Your assignment >> Search the data for lines holding the word "Dover". State how many there are, and nothing else.

Saved entries
# # # # #
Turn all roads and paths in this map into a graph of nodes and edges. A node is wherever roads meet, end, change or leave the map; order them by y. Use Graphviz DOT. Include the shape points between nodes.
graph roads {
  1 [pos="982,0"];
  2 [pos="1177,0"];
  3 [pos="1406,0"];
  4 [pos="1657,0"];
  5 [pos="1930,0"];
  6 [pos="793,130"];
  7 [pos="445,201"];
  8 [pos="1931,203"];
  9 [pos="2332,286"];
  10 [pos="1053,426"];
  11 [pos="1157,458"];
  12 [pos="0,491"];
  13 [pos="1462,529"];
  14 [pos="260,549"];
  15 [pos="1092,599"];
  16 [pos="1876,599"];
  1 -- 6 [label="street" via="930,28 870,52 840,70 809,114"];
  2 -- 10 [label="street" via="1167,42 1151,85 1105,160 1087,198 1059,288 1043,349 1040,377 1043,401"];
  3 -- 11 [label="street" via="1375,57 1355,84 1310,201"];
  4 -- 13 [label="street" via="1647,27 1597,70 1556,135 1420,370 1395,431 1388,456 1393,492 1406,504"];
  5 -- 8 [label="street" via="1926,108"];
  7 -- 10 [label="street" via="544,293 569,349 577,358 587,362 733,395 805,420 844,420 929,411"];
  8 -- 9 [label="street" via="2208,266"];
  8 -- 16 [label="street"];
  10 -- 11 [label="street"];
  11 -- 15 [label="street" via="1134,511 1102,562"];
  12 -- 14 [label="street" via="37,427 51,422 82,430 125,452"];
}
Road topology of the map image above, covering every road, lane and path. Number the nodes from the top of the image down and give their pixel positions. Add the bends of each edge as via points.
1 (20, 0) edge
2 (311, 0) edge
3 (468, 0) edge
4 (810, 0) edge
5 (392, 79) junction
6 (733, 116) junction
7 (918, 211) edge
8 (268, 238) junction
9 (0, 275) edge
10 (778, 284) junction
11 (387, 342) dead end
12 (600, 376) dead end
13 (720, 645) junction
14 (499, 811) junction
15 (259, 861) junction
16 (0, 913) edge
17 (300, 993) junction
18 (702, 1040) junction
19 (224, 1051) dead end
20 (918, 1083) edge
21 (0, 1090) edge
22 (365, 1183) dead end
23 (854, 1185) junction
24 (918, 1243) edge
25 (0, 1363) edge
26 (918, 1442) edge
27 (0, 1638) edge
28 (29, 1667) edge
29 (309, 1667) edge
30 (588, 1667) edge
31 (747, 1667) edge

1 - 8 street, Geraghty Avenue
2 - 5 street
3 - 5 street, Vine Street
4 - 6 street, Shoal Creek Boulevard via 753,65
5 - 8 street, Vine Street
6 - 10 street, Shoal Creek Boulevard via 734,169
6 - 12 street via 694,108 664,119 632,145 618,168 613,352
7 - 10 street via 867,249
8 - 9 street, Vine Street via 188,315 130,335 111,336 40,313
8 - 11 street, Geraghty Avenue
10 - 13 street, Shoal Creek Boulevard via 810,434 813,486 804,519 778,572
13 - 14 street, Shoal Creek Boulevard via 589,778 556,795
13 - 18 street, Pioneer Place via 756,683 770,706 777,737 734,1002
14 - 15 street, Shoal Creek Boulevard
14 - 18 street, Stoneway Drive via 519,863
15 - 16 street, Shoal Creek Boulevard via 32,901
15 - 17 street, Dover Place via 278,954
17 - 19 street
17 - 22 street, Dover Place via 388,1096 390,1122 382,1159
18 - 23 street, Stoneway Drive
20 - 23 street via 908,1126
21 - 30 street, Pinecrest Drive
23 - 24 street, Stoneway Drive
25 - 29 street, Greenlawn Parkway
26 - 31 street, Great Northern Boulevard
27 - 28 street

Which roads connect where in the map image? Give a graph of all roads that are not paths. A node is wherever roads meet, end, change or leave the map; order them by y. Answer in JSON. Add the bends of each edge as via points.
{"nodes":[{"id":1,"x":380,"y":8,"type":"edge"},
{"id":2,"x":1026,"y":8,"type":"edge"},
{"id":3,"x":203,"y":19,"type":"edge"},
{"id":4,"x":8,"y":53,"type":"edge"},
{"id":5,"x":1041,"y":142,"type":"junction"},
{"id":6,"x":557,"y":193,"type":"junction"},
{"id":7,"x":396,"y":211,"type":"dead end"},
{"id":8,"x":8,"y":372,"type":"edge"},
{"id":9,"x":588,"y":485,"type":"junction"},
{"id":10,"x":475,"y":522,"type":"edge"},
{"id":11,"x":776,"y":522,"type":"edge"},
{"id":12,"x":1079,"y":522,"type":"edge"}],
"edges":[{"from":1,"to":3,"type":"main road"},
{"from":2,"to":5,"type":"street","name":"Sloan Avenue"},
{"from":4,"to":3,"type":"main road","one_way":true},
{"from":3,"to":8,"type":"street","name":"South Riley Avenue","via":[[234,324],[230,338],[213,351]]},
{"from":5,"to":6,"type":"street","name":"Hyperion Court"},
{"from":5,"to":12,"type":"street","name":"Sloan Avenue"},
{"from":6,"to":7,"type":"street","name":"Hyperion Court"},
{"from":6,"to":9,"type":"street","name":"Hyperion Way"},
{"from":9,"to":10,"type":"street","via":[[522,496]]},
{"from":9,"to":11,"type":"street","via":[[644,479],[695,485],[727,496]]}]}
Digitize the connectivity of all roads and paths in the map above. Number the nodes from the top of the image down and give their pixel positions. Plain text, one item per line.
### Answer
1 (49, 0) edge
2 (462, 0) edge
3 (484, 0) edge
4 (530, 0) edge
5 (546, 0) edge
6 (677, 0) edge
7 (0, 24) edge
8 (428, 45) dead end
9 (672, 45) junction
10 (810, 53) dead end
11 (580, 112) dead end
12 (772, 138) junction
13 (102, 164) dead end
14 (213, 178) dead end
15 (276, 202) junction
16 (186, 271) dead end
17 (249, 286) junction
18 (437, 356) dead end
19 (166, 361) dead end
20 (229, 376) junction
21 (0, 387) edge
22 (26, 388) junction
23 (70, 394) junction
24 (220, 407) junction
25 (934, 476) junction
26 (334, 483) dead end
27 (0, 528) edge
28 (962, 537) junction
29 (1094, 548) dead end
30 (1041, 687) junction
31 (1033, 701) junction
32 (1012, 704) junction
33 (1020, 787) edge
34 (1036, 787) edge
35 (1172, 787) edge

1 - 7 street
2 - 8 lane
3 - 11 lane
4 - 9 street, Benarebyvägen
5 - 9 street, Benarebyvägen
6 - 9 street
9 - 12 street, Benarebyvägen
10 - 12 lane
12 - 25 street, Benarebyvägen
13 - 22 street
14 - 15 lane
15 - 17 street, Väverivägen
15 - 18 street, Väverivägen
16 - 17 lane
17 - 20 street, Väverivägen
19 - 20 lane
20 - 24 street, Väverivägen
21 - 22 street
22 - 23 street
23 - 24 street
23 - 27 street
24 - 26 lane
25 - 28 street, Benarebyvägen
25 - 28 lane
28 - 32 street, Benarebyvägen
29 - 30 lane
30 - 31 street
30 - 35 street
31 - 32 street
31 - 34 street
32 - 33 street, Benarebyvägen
# # # # #
Your solution >> 2